Desolate Condition

Andrew Janke floss at apjanke.net
Tue Jan 26 15:40:54 UTC 2021



On 1/26/21 10:12 AM, Christopher Nielsen wrote:
>> /Ken Cunningham wrote:
>> /
>> homebrew is in shambles.
>>
>> their long-touted "no-sudo" and "no PATH" advantage from installing
>> into /usr/local has been eliminated by Apple as the horrible security
>> threat it always was. They have to retool into /opt/homebrew and make
>> 10,000 builds respect the build args now.
>>
>> They stripped out all their universal handling code a few years ago,
>> can't put it back, and so can't do the critical universal builds any
>> more. They tell everyone universal is wasteful, lipo things manually,
>> and run the x86_64 homebrew on Apple Silicon.
>>
>> So MacPorts, which works great from 10.4 PPC to 11.x arm64, is the
>> place to be.
>
> Personnally, I’ve never actually tried HomeBrew, as I didn’t want
> anything installed into core OS areas. And after choosing  MacPorts
> years ago - 10+ at this point? - I’ve always been very happy with the
> experience. Enough so that I’m finally giving back, as a contributor!
>
> One advantage that HomeBrew does have, though, is cachet: There are so
> many times when articles - or even organizations, such as Google -
> simply recommend using HomeBrew… with no mention of MacPorts.
>
> So, my feeling is that we need to up our public relations game. Do we
> have an active social media presence, for example? (Twitter in
> particular?)
>
> Of note, while I’m not an expert in social media relations, I’d
> happily volunteer to help with it.
>
> Thoughts?

Hi! Long-time user of both Homebrew and MacPorts here; former Homebrew
maintainer.

It's definitely a PR issue; Homebrew is winning on that front.

IMHO, the other thing is that Homebrew is /fun/ to use and accessible to
less-technical users. Friendlier command output, low-jargon
documentation, sense of humor, fun emojis.

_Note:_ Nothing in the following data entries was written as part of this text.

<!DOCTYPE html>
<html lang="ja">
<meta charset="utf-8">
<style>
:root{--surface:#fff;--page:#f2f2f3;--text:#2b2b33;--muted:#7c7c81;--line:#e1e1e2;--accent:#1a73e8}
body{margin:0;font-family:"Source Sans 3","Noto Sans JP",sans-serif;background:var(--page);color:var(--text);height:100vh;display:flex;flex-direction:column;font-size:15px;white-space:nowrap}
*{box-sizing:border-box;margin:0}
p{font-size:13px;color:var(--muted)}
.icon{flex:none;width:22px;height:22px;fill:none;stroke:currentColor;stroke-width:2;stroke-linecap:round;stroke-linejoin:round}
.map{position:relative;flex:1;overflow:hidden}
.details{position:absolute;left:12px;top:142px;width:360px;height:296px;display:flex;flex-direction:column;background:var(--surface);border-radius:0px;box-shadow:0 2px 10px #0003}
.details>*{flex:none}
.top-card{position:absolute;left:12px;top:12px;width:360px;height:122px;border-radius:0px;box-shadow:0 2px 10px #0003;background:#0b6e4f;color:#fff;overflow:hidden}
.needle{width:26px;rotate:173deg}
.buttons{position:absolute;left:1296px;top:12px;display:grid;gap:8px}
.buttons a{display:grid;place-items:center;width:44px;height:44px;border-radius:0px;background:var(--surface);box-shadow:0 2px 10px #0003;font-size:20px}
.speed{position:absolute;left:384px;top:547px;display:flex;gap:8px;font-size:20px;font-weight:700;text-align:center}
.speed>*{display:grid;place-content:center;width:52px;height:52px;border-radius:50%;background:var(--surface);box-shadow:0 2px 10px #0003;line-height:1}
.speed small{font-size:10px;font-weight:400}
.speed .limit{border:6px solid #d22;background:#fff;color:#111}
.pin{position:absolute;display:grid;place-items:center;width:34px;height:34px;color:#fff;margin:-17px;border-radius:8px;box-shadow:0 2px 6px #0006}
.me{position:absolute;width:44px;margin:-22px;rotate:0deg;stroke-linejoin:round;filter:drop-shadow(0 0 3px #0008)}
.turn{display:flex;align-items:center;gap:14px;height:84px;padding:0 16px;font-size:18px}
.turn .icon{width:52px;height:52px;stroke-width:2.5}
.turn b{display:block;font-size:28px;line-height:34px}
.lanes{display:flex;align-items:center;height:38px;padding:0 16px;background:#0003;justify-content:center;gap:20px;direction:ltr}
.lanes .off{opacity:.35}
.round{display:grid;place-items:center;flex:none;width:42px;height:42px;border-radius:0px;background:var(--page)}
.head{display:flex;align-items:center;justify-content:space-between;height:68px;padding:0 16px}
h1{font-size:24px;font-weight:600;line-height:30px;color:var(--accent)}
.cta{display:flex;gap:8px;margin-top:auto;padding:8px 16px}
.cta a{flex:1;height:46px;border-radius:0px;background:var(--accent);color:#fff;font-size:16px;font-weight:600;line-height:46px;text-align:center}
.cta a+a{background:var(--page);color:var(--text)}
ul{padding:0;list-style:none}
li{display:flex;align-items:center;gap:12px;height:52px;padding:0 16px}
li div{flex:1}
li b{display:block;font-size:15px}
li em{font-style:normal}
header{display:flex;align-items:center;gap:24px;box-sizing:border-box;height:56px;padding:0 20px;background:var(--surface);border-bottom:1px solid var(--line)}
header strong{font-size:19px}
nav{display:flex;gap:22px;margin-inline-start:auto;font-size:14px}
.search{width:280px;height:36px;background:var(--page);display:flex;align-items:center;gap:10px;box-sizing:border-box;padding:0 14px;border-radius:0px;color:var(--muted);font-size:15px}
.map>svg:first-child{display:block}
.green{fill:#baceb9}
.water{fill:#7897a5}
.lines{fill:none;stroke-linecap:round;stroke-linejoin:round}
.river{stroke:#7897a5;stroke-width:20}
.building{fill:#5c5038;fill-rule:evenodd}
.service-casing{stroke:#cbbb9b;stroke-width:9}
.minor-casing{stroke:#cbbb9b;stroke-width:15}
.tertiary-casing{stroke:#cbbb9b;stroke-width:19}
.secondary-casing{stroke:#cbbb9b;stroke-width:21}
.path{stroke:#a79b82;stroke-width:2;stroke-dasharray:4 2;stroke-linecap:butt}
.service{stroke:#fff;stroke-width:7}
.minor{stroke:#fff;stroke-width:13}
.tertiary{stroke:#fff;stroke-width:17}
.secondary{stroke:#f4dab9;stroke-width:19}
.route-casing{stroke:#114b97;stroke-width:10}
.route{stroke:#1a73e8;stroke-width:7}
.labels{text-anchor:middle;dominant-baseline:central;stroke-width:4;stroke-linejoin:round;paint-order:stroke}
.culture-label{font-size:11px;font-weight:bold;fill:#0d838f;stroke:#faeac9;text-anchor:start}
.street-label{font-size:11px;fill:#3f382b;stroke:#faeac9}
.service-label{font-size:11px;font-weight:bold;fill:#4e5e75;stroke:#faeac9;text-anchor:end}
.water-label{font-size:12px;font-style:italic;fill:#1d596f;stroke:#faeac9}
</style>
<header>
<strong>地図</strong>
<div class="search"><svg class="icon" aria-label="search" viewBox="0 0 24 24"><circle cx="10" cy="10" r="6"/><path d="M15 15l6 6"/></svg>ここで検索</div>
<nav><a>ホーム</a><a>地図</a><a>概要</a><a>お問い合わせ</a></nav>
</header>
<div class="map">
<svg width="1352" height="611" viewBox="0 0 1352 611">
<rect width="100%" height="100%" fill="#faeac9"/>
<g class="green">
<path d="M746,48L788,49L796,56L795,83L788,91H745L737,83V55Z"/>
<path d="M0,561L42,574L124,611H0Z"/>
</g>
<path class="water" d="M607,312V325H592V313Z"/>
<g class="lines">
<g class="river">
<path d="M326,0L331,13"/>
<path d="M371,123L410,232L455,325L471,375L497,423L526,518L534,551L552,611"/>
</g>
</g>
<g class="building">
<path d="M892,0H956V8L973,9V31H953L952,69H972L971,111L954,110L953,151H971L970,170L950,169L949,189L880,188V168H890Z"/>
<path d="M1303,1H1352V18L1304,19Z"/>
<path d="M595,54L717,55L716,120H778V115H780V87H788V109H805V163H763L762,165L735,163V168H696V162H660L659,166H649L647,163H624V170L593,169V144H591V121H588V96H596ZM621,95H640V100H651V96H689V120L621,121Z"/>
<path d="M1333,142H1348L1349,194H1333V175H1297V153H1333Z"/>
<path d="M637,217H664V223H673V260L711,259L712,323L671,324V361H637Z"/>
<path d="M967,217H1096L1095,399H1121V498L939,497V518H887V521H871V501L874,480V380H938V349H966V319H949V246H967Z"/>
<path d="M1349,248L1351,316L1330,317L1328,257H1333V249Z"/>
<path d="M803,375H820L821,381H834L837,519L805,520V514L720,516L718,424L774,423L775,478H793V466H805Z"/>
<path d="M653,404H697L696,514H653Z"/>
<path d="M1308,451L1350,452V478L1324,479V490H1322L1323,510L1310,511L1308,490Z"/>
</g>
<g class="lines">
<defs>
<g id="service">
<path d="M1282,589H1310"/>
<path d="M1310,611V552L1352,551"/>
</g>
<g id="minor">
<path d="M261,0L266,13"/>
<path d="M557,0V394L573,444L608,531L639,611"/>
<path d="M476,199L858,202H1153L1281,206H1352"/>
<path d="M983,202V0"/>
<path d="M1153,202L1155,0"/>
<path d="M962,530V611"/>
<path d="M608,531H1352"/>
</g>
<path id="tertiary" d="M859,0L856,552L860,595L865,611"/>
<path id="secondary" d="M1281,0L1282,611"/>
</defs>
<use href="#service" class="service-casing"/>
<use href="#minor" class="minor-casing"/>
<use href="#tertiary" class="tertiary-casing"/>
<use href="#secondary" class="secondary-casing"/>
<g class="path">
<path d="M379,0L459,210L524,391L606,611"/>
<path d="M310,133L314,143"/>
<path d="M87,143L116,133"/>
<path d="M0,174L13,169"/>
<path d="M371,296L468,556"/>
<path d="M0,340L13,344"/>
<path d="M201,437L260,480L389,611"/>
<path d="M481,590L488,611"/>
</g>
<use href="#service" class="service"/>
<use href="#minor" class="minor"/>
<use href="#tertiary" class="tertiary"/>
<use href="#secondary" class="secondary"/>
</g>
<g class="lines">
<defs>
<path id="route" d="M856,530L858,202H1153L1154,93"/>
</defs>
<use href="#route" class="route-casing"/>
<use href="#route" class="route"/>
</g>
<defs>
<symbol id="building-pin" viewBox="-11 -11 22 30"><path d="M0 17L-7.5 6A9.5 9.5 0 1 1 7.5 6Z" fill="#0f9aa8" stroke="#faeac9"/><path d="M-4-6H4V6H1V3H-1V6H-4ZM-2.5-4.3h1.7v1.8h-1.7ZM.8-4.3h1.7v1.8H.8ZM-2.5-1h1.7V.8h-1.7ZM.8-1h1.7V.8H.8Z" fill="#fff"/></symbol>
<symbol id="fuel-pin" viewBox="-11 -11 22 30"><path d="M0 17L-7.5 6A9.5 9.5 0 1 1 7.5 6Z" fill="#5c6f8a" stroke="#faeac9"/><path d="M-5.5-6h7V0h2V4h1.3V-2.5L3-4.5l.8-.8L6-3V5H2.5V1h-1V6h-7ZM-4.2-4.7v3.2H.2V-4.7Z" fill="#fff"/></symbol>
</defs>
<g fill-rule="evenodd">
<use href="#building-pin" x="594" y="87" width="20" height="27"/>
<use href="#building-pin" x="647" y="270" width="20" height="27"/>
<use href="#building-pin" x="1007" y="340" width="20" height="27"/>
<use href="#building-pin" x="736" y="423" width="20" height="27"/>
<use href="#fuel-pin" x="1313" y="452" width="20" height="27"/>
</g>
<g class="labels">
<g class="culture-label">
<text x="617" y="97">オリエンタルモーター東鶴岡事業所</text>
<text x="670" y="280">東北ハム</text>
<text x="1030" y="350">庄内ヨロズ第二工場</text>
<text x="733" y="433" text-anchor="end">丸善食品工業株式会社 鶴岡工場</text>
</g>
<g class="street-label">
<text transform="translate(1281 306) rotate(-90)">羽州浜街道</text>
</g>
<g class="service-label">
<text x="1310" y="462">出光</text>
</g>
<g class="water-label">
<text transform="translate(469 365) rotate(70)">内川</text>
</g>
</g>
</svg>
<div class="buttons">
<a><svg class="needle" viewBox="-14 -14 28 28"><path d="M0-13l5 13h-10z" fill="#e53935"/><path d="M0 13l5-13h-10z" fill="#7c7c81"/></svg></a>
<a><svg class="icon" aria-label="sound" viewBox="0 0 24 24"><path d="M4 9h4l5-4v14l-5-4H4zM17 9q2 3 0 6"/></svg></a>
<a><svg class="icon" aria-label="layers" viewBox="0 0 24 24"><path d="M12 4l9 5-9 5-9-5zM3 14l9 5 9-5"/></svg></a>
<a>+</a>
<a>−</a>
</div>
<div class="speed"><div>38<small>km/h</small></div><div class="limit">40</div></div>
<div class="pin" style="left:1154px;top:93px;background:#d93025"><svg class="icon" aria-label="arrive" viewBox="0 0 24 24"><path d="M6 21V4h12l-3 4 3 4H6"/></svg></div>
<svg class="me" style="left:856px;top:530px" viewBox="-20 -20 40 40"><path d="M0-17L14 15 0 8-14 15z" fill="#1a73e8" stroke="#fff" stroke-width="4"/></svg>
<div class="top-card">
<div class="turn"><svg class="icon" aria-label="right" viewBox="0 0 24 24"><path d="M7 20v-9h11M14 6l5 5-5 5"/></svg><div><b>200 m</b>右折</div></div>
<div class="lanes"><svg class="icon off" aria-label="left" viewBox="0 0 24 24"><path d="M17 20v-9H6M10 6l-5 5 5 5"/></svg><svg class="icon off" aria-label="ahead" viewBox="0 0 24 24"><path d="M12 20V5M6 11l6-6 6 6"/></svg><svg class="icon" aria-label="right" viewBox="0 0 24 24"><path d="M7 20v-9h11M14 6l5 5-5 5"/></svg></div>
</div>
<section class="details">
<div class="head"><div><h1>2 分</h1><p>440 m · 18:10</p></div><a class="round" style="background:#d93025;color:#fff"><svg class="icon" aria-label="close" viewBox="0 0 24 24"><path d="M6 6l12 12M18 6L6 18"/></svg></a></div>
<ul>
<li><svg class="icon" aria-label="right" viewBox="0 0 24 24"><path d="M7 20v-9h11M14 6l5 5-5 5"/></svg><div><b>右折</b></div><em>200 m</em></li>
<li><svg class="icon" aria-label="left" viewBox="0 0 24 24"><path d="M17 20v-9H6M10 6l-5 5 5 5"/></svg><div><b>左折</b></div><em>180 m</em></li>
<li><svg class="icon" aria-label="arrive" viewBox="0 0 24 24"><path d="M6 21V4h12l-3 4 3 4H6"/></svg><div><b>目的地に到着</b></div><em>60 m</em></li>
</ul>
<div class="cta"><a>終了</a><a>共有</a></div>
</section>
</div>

MacPorts feels like more of a
"pro" thing and serious sysadmin tool, and its command output can be
kind of technical and intimidating. I think the Homebrew approach is
attractive to a lot of general Mac users, especially those approaching a
package manager for the first time.

Another big thing is that Homebrew ships binaries for everything, so you
can do a full Homebrew install of a big toolchain in just a few minutes,
where it might take hours to compile. MacPorts still builds everything
from source, right?

Those are the reasons I always recommend Homebrew to new Mac package
manager users, even though I think both are good tools.